By contrast, 2nd Circuit Courts have adopted the more liberal actual test when determining whether to permit the assumption of a contract by a debtor where the Federal Anti-Assignment Act or other “applicable law” would excuse the non-debtor contract party from accepting performance. Where the debtor-in-possession seeks to assume an executory contract but not assign it to a third party, a court applying the actual test will allow the assumption. One critique of the hypothetical test is that a debtor loses the benefit of a non-assignable contract vital to its business solely because it filed for bankruptcy, and such result is counter to the objectives of chapter 11 bankruptcy protection.

Non-bankruptcy courts have also addressed the “applicable law” exception of section 365(a) in the context of the sale of a debtor’s assets free and clear of liens, claims, interests and encumbrances pursuant to section 363 of the bankruptcy code In Rel-Reeves, Inc. v. U.S., 606 F. 2d 949 (Ct. Cl. 1979), the court addressed the assignment of a patent claim (rather than contract) under the Federal Assignment of Claims Act, and held that a transfer of the claim by virtue of a corporate merger, inheritance, assignment to a bankruptcy trustee or “judicial sale” (such as a sale under section 363 of the bankruptcy code) is permissible despite the “applicable law” of the Assignment of Claims Act. Although bankruptcy courts have not addressed this issue head-on, the Rel-Reeves case is a preview of how bankruptcy courts may address an issue sure to reoccur in government contractor bankruptcies.

Note that, if the government consents, a debtor is free to assume and assign its interest in a government contract. Generally, this is accomplished with a tri-party novation agreement that must be approved by the bankruptcy court.

The Federal Government’s Setoff Rights

With certain exceptions, bankruptcy code section 553 preserves a creditor’s right to offset any mutual prepetition debt that would exist under non-bankruptcy law. To offset mutual debt, a party must move to modify the automatic stay imposed by the bankruptcy.

It is well established that, for the purposes of section 553, separate departments and agencies of the federal government (or a state government) are considered a single entity. This is distinct from the usually setoff practice, as the “mutuality” requirement would, by definition, preclude triangular, third-party setoffs. The federal government’s rights to setoff are exceedingly broad, although courts have noted that they are not unlimited. In United States v. Maxwell, 157 F.3d 1099 (7th Cir. 1998), the 7th Circuit Court allowed the United States Navy to avoid paying its debts to the estate for pre-petition construction services by setting off against loans owed to the Small Business Administration.

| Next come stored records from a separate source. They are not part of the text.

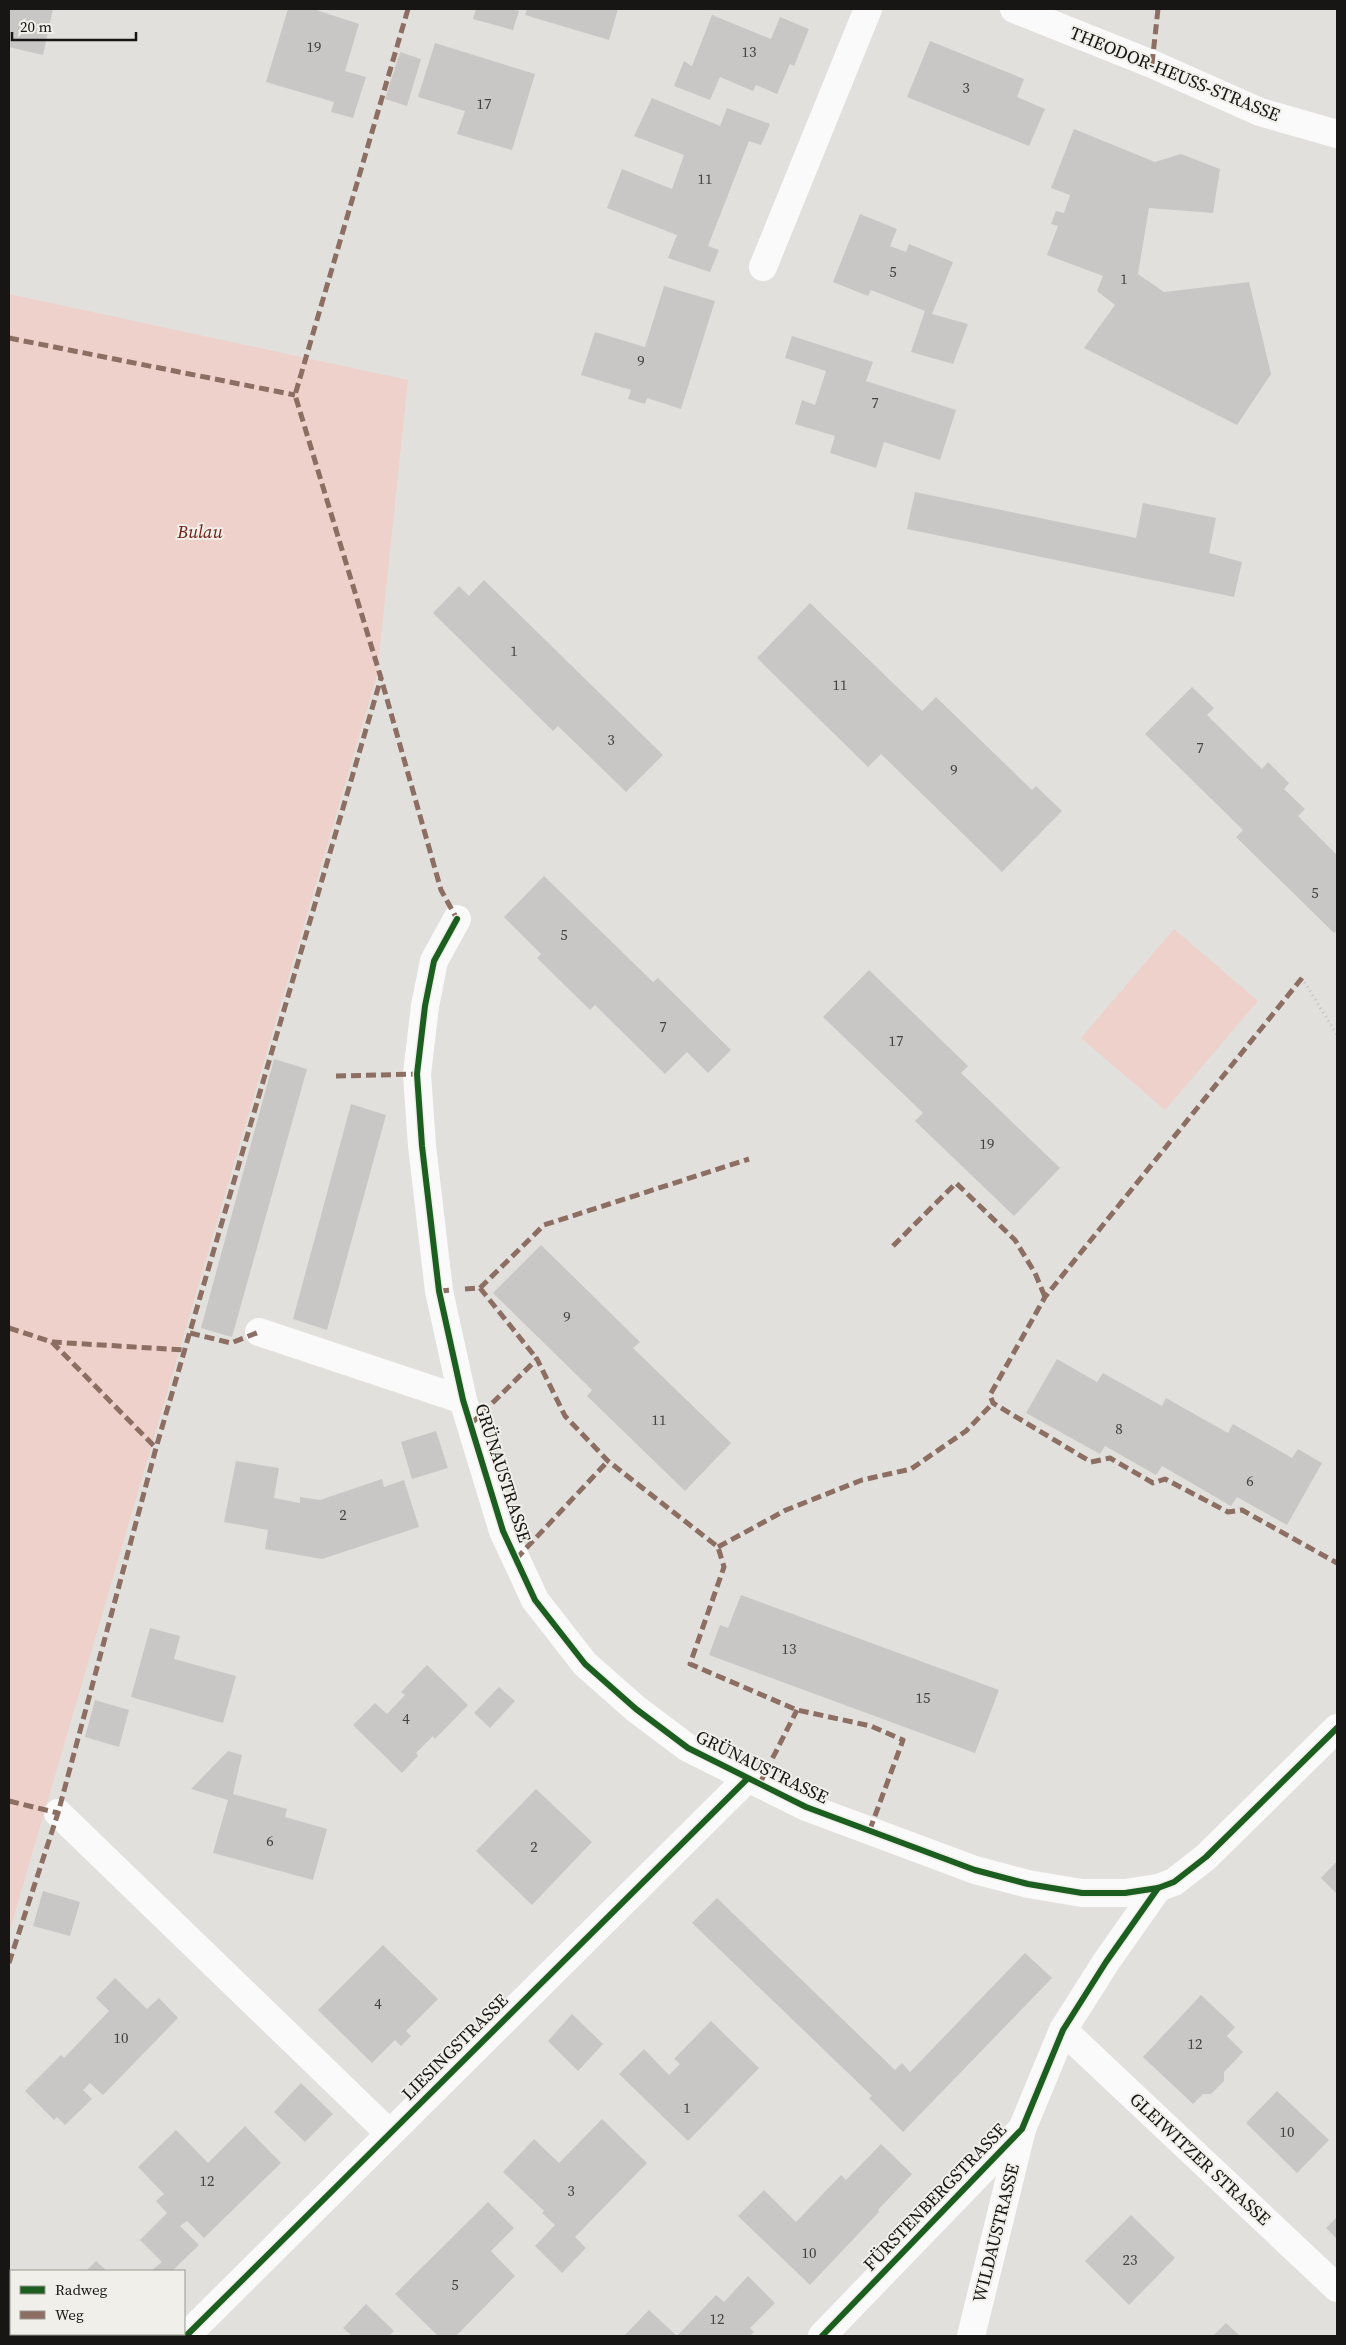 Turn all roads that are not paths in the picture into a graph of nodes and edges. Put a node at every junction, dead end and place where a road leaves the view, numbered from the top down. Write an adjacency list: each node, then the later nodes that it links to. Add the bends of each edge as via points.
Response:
1 (868, 9): 4 (street)
2 (1014, 9): 3 (street, THEODOR-HEUSS-STRASSE, via 1152,64 1260,112)
3 (1337, 134)
4 (763, 267)
5 (457, 919): 7 (street, GRÜNAUSTRASSE, via 434,960 417,1074 439,1291)
6 (259, 1332): 7 (street, GRÜNAUSTRASSE)
7 (463, 1400): 9 (street, GRÜNAUSTRASSE, via 503,1531 536,1600 585,1664 636,1709 688,1748)
8 (1331, 1745): 11 (street, via 1188,1873)
9 (747, 1779): 11 (street, GRÜNAUSTRASSE, via 869,1832 984,1873 1082,1893 1125,1893); 14 (street, LIESINGSTRASSE)
10 (58, 1813): 14 (street)
11 (1158, 1888): 12 (street, FÜRSTENBERGSTRASSE)
12 (1063, 2030): 13 (street, FÜRSTENBERGSTRASSE); 15 (street, GLEIWITZER STRASSE)
13 (1022, 2129): 17 (street, FÜRSTENBERGSTRASSE); 18 (street, WILDAUSTRASSE)
14 (389, 2133): 16 (street, LIESINGSTRASSE)
15 (1337, 2288)
16 (186, 2336)
17 (822, 2336)
18 (971, 2336)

The federal government’s setoff rights may cause difficulty for a contractor seeking payments on accounts receivables due from the government post-petition to fund its ongoing operations. If the debtor owes on its federal taxes, a federal license or other federal debt, then the owing agency may be able to setoff. This has the potential to seriously hamper a debtor’s cash flow and budget during its bankruptcy case.